## Assignment
Filter out all lines without the word "Granite" from the data below, please, and copy the rest.

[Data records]
[Start of section]
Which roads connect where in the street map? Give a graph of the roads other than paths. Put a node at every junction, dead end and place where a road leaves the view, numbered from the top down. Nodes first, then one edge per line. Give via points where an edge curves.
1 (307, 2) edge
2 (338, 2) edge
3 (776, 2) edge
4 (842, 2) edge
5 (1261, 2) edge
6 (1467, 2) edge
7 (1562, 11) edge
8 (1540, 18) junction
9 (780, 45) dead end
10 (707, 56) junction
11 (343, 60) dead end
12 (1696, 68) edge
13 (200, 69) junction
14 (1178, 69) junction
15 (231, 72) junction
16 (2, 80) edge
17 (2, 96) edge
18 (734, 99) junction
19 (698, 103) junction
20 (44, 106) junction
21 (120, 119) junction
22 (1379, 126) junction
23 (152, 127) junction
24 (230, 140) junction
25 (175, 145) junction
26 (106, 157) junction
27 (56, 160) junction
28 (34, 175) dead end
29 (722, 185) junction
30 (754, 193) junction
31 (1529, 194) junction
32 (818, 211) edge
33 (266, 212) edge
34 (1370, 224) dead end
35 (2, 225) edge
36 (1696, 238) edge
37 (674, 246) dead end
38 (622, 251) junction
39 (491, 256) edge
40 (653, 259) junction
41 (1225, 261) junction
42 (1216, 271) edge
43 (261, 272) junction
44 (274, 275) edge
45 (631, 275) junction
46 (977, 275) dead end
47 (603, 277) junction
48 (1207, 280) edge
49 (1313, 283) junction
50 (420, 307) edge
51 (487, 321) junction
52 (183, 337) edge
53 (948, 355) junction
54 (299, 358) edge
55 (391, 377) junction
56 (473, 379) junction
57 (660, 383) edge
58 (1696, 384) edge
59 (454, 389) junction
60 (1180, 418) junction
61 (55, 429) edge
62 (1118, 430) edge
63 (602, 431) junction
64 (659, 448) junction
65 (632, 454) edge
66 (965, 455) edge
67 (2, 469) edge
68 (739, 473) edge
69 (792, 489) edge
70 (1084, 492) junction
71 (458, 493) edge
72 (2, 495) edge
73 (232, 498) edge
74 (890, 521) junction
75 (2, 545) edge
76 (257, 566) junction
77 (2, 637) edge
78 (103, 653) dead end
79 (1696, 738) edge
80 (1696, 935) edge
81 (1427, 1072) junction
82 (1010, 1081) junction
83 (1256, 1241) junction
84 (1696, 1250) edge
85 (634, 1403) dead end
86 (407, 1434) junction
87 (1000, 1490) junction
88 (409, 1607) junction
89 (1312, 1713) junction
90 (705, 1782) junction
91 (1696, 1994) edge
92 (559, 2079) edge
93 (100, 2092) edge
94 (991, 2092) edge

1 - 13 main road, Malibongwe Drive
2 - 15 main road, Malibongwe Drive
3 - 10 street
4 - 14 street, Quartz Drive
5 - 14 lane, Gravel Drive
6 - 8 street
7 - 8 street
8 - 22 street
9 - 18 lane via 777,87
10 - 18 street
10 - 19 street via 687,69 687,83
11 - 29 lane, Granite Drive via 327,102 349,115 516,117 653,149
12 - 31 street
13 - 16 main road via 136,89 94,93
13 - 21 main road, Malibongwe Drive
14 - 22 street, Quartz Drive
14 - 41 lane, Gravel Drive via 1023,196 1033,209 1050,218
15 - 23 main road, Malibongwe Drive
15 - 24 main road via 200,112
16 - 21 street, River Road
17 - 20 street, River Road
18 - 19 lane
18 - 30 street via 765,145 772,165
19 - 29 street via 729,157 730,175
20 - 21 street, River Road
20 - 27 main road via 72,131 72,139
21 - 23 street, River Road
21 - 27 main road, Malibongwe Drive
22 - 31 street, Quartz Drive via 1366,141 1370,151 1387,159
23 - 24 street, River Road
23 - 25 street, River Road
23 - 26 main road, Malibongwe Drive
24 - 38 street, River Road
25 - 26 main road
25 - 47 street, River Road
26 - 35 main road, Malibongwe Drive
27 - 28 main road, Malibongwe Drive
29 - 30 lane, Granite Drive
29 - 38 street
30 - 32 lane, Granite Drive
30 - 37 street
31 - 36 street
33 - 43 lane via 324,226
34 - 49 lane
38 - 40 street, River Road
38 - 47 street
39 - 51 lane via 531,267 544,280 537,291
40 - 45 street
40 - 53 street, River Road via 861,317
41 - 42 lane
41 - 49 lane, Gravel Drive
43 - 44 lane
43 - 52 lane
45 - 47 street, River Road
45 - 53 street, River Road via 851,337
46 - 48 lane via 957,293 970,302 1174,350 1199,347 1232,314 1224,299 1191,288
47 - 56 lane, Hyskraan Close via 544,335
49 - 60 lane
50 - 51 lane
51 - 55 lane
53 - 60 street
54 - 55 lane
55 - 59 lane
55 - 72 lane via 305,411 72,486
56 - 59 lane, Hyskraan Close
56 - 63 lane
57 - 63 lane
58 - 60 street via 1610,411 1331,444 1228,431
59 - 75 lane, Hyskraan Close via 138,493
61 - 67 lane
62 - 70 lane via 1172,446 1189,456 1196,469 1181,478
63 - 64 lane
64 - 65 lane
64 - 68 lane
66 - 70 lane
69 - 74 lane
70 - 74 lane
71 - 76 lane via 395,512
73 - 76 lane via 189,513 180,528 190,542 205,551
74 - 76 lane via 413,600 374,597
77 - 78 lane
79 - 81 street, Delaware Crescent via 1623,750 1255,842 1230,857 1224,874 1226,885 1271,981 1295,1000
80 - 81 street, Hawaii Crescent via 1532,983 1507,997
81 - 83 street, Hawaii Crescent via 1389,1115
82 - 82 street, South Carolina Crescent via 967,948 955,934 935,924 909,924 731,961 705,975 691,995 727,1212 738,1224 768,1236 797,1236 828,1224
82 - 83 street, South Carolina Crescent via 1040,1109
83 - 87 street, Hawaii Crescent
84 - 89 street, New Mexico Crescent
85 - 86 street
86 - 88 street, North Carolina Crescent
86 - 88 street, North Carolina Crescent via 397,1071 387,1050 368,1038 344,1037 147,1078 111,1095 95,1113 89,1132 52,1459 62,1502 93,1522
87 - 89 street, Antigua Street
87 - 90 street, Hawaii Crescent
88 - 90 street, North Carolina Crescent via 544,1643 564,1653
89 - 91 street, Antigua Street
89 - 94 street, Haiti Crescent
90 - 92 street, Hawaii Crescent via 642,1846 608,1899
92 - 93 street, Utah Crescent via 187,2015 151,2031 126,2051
[End of section]
## Answer section
11 - 29 lane, Granite Drive via 327,102 349,115 516,117 653,149
29 - 30 lane, Granite Drive
30 - 32 lane, Granite Drive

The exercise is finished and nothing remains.